Each line below containing the word "Мельничная" needs to be shown.

Task material START

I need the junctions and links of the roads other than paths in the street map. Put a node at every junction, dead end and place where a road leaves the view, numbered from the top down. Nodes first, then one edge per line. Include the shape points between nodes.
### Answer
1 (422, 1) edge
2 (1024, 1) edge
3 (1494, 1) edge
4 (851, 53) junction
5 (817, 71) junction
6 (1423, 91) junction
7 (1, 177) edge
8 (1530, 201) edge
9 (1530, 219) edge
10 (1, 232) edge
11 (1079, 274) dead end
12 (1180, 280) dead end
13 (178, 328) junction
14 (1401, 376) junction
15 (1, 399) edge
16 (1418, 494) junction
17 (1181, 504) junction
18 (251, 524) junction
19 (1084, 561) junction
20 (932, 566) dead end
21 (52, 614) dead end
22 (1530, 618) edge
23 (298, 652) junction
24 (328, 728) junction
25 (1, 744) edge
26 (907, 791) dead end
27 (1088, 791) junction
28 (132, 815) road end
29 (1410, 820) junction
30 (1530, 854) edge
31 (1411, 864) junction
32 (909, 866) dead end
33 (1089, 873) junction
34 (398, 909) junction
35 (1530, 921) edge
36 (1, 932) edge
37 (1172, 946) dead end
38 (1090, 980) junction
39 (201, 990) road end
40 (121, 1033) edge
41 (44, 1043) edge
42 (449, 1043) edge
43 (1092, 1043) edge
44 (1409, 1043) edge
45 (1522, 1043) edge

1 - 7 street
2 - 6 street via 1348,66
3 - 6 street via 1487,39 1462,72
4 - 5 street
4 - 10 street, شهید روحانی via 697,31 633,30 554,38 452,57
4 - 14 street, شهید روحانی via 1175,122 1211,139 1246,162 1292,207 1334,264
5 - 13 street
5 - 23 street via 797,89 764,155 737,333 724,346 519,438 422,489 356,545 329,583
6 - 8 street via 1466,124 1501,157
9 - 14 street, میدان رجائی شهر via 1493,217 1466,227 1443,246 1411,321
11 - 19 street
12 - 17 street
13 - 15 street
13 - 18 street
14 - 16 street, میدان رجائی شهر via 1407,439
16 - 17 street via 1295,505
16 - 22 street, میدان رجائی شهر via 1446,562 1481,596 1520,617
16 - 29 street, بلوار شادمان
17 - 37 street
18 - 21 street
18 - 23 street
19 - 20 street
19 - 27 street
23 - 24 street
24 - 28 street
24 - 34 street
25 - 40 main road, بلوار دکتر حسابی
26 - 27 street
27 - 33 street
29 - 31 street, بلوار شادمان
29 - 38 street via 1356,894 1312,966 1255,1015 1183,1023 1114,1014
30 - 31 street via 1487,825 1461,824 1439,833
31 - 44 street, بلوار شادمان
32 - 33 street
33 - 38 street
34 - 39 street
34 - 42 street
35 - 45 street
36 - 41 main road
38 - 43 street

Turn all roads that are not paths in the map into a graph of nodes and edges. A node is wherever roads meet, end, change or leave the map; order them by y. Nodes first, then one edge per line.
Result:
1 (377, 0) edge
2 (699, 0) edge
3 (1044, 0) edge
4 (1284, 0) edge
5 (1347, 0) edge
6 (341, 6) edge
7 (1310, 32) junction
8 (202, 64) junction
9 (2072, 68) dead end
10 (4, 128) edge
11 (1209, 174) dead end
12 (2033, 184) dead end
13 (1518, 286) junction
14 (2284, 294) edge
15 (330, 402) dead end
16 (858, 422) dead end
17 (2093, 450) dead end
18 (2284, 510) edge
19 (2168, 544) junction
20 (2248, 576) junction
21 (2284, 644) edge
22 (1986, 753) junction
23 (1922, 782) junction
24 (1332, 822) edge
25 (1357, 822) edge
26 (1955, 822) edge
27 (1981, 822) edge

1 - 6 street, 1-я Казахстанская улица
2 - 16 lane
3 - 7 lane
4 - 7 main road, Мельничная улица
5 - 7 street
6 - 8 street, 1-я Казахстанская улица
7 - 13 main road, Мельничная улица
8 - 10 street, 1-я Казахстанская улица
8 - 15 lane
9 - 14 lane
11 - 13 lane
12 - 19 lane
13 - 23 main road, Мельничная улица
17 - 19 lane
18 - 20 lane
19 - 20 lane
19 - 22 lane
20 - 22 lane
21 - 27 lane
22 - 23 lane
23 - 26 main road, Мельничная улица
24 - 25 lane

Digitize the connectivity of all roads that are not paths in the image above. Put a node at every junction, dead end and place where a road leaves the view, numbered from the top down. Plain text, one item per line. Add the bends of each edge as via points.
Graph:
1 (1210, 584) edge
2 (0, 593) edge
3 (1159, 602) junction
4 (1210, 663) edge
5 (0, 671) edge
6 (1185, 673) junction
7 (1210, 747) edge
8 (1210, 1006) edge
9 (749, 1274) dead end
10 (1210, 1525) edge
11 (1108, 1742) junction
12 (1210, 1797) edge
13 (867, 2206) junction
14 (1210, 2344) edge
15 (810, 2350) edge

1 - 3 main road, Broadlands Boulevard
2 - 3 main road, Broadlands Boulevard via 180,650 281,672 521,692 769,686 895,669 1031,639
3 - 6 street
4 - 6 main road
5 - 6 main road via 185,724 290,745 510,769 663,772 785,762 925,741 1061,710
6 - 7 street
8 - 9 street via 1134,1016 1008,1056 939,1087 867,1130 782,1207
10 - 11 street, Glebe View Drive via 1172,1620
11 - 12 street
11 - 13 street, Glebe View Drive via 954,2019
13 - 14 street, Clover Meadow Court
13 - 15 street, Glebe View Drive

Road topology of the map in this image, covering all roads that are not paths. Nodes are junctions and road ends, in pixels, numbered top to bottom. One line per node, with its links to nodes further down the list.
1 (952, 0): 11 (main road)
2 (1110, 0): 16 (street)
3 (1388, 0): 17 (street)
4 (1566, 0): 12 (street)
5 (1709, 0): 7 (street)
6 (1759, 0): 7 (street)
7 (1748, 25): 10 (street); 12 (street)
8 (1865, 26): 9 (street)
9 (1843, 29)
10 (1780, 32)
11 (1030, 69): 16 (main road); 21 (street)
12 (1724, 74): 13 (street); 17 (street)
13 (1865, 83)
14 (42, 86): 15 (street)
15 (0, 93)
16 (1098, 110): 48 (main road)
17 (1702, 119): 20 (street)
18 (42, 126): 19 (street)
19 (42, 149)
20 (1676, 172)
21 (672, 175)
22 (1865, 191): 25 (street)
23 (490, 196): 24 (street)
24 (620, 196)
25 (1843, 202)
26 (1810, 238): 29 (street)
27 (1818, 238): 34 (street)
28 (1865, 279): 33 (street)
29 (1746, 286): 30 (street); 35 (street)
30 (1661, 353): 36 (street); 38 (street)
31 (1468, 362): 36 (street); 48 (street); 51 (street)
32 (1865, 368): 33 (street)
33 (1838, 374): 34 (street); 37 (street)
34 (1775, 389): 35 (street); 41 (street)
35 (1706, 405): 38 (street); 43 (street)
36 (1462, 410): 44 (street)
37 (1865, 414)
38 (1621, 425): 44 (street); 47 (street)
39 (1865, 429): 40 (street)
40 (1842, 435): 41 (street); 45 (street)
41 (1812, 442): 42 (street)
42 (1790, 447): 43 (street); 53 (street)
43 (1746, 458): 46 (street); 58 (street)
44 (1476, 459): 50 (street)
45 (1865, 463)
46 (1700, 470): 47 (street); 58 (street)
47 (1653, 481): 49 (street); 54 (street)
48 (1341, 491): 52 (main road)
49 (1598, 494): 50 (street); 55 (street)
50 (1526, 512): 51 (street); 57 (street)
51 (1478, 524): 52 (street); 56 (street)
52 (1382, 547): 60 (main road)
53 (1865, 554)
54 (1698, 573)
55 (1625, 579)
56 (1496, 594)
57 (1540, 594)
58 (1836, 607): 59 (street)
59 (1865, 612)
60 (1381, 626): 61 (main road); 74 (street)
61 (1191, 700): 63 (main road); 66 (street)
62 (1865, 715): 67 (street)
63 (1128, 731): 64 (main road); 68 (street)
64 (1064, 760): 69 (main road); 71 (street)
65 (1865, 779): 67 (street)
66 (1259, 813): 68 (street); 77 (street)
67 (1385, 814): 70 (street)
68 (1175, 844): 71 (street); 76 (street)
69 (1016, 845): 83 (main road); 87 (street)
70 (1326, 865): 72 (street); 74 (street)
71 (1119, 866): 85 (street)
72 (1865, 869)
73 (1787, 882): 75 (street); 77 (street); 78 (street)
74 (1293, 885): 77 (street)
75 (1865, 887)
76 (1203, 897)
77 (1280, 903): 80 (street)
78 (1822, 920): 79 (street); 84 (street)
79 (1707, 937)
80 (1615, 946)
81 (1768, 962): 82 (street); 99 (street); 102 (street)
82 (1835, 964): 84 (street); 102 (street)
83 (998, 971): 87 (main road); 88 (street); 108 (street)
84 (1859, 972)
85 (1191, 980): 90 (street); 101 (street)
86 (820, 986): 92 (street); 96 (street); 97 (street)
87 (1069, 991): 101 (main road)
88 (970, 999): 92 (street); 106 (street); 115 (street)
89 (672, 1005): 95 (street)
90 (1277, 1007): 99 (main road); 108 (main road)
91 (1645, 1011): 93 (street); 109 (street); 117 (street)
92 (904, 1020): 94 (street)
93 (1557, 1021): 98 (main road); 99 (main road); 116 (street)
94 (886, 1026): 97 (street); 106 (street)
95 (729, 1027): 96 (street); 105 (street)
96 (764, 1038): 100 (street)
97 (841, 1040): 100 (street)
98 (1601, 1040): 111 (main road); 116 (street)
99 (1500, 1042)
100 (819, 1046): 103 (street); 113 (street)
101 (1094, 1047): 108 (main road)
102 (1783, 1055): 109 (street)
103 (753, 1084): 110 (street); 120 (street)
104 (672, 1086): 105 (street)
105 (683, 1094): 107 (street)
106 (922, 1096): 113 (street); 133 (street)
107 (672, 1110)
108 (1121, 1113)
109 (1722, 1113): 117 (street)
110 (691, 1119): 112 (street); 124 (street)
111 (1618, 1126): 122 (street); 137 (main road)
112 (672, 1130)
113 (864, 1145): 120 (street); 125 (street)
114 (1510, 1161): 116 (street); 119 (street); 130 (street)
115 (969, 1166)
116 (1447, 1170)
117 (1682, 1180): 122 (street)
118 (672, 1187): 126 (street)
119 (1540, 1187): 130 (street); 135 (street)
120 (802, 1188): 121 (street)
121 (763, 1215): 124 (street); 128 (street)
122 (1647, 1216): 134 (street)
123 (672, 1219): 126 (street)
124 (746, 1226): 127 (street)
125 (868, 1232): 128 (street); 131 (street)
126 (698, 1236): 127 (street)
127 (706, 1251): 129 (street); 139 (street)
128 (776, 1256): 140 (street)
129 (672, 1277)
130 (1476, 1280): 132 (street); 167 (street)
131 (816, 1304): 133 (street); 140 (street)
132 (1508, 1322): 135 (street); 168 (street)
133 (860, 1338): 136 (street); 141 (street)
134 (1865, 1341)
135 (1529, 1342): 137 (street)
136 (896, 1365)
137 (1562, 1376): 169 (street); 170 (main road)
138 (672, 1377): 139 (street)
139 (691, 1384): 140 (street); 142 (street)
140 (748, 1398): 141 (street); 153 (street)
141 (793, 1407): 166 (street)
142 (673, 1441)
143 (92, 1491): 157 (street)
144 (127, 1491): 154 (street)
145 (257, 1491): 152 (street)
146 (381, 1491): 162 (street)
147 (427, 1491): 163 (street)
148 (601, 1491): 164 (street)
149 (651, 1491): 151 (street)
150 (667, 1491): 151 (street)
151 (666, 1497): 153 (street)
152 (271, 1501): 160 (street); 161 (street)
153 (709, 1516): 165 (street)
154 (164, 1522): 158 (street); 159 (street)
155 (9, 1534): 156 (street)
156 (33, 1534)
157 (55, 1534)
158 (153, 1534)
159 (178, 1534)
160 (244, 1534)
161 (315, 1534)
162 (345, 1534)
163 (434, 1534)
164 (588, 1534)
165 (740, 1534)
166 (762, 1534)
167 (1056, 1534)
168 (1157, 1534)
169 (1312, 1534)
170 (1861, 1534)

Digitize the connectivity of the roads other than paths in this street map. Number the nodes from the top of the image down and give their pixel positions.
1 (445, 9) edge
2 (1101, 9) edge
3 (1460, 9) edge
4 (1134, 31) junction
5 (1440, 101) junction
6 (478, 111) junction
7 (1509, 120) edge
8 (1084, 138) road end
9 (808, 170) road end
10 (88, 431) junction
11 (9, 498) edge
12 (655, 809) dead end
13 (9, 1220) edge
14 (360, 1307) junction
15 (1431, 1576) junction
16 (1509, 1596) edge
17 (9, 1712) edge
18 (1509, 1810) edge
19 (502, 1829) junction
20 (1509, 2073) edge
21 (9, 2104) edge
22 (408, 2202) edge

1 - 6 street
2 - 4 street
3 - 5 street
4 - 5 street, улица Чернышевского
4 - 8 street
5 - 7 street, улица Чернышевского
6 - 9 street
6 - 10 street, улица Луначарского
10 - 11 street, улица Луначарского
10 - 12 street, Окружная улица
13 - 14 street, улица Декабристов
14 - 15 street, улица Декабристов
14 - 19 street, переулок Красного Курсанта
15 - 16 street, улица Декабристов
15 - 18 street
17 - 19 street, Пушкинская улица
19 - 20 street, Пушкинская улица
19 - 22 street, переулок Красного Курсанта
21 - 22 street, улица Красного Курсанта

Task material END

* Your response:
4 - 7 main road, Мельничная улица
7 - 13 main road, Мельничная улица
13 - 23 main road, Мельничная улица
23 - 26 main road, Мельничная улица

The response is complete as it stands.